Segment Start: Extracted material

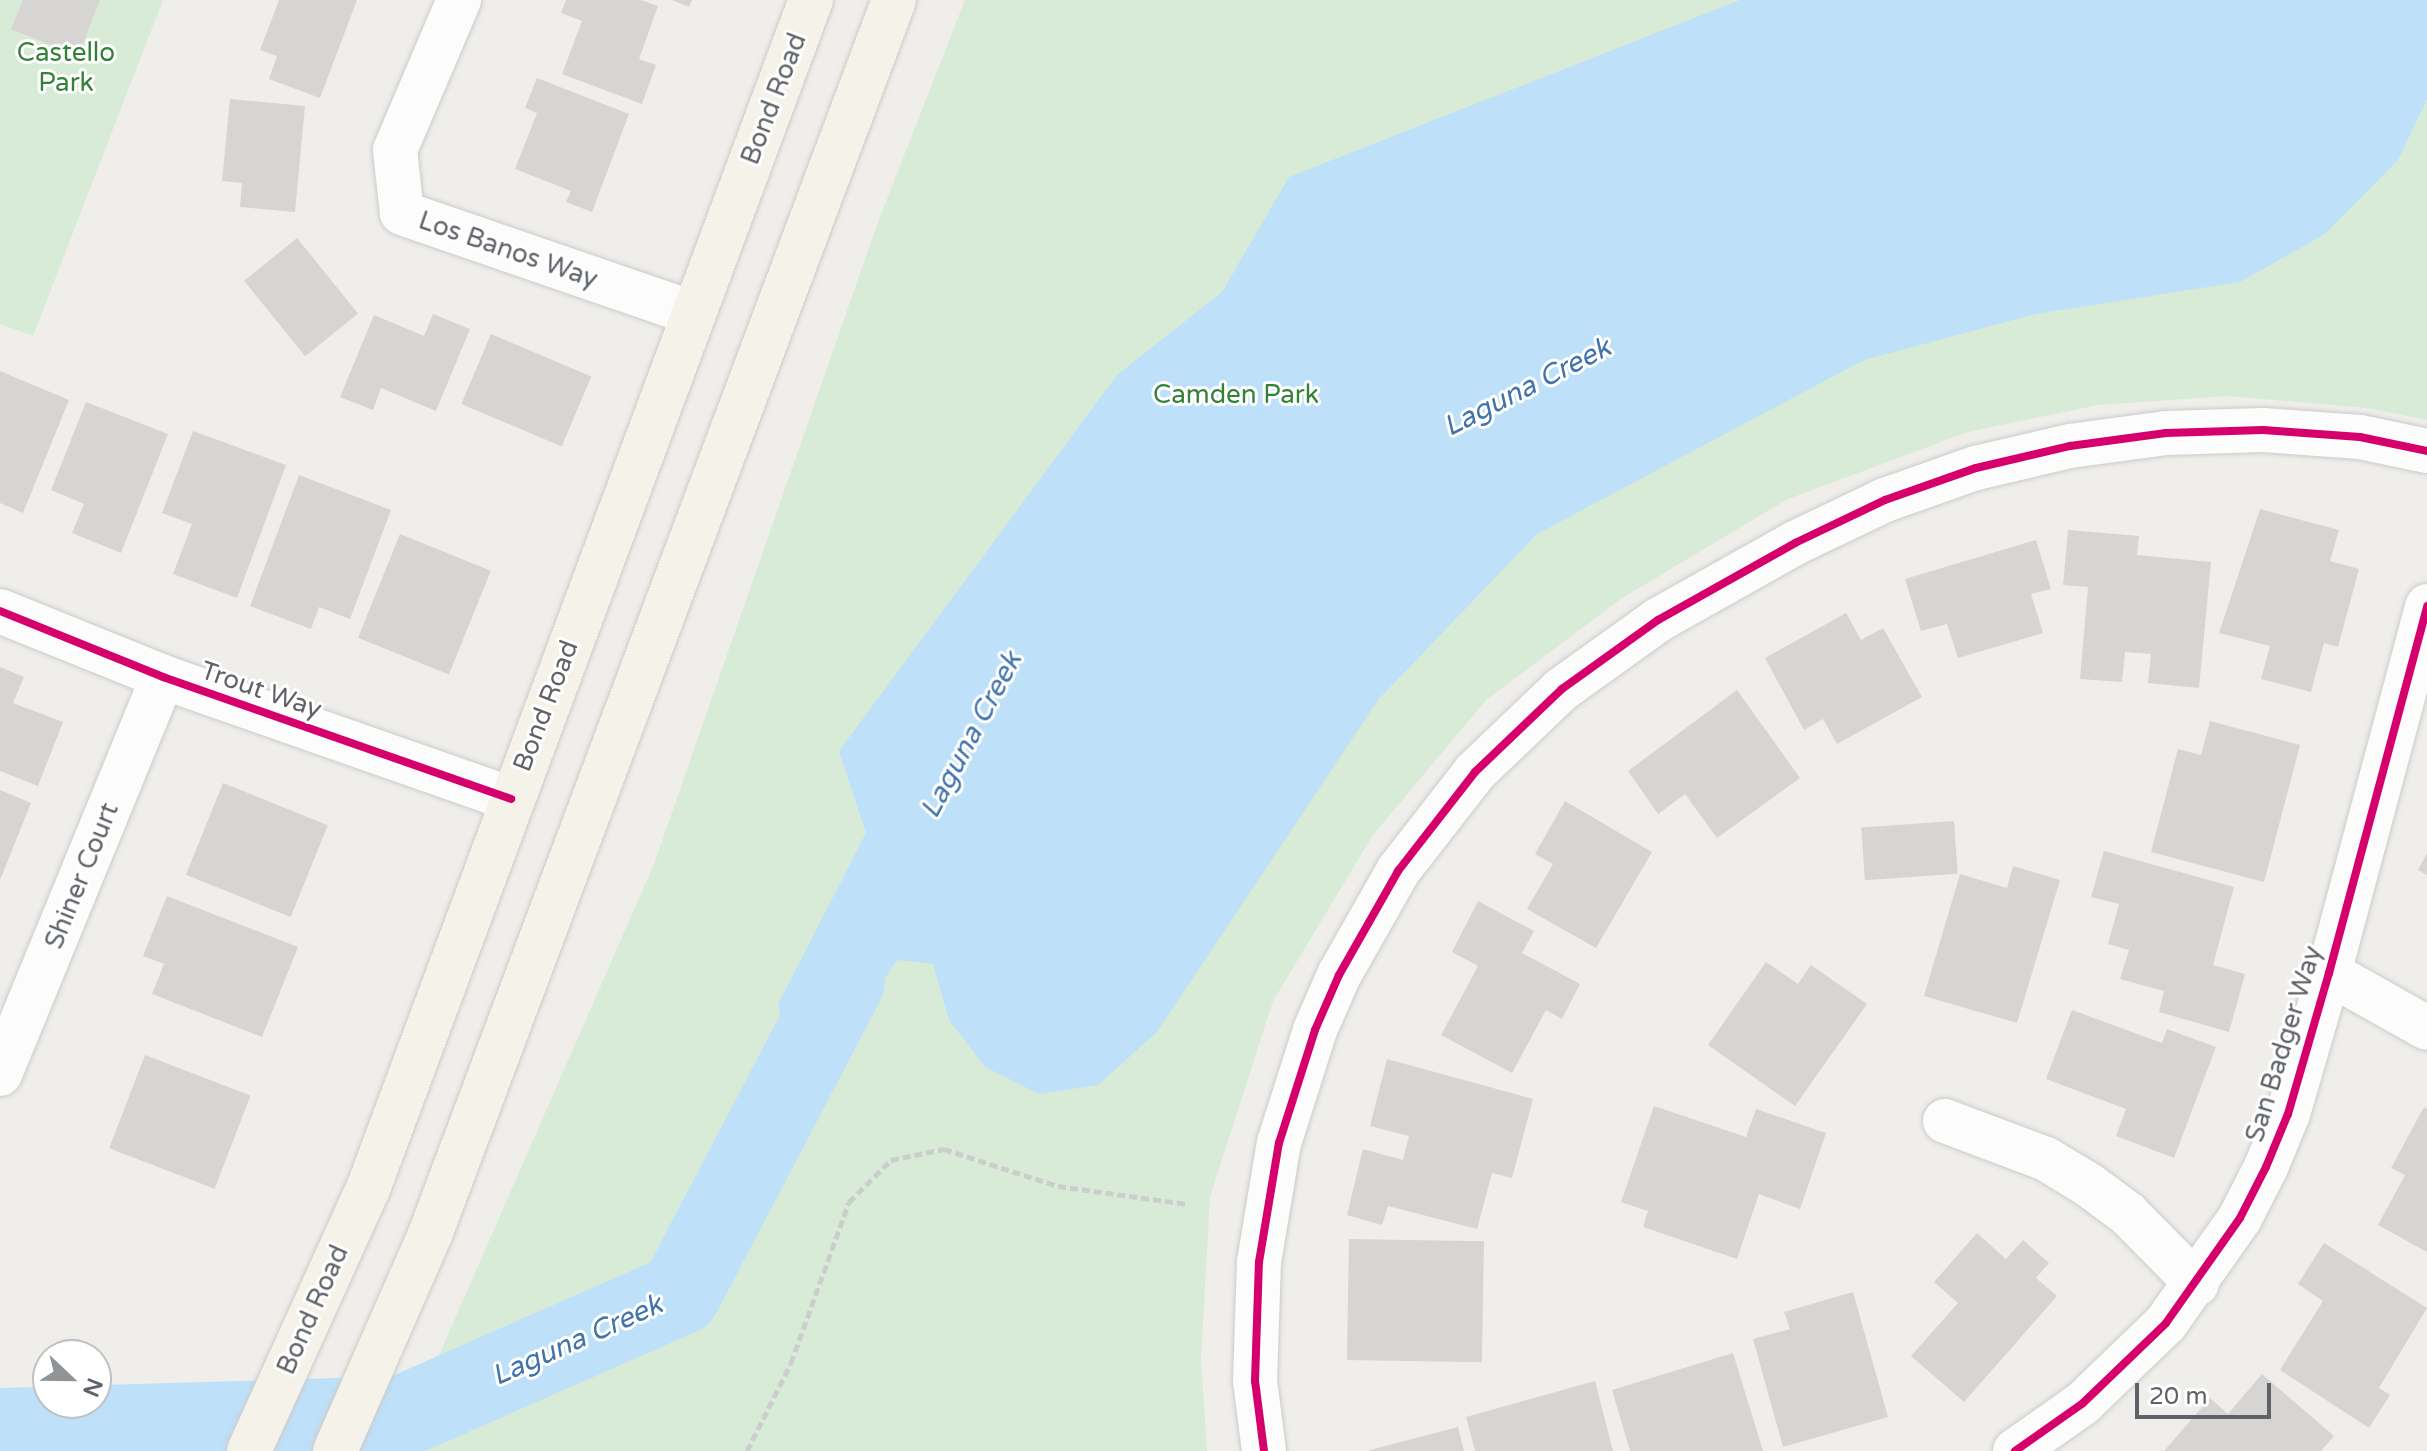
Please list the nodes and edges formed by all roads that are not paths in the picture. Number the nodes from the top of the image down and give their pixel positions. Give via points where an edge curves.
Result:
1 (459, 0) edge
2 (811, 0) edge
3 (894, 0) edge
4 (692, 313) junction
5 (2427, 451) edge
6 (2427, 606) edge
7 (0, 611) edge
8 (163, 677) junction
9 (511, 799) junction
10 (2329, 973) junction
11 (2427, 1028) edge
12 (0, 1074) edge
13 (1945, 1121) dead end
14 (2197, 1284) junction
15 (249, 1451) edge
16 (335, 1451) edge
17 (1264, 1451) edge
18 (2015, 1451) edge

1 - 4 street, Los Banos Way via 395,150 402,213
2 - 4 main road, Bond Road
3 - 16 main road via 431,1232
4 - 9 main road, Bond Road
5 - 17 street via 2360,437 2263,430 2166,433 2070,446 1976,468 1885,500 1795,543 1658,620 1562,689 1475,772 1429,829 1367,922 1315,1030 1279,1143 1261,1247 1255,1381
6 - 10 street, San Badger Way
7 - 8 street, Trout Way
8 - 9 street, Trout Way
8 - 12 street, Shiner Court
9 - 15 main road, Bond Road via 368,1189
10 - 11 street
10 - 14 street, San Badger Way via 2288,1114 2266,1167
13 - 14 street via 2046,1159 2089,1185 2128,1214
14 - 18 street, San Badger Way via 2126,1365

Segment End: Extracted material

Your reply must reproduce all of the entries exactly and contain no pictures.

Please list the nodes and edges formed by all roads that are not paths in the picture. Number the nodes from the top of the image down and give their pixel positions. Give via points where an edge curves.
Result:
1 (459, 0) edge
2 (811, 0) edge
3 (894, 0) edge
4 (692, 313) junction
5 (2427, 451) edge
6 (2427, 606) edge
7 (0, 611) edge
8 (163, 677) junction
9 (511, 799) junction
10 (2329, 973) junction
11 (2427, 1028) edge
12 (0, 1074) edge
13 (1945, 1121) dead end
14 (2197, 1284) junction
15 (249, 1451) edge
16 (335, 1451) edge
17 (1264, 1451) edge
18 (2015, 1451) edge

1 - 4 street, Los Banos Way via 395,150 402,213
2 - 4 main road, Bond Road
3 - 16 main road via 431,1232
4 - 9 main road, Bond Road
5 - 17 street via 2360,437 2263,430 2166,433 2070,446 1976,468 1885,500 1795,543 1658,620 1562,689 1475,772 1429,829 1367,922 1315,1030 1279,1143 1261,1247 1255,1381
6 - 10 street, San Badger Way
7 - 8 street, Trout Way
8 - 9 street, Trout Way
8 - 12 street, Shiner Court
9 - 15 main road, Bond Road via 368,1189
10 - 11 street
10 - 14 street, San Badger Way via 2288,1114 2266,1167
13 - 14 street via 2046,1159 2089,1185 2128,1214
14 - 18 street, San Badger Way via 2126,1365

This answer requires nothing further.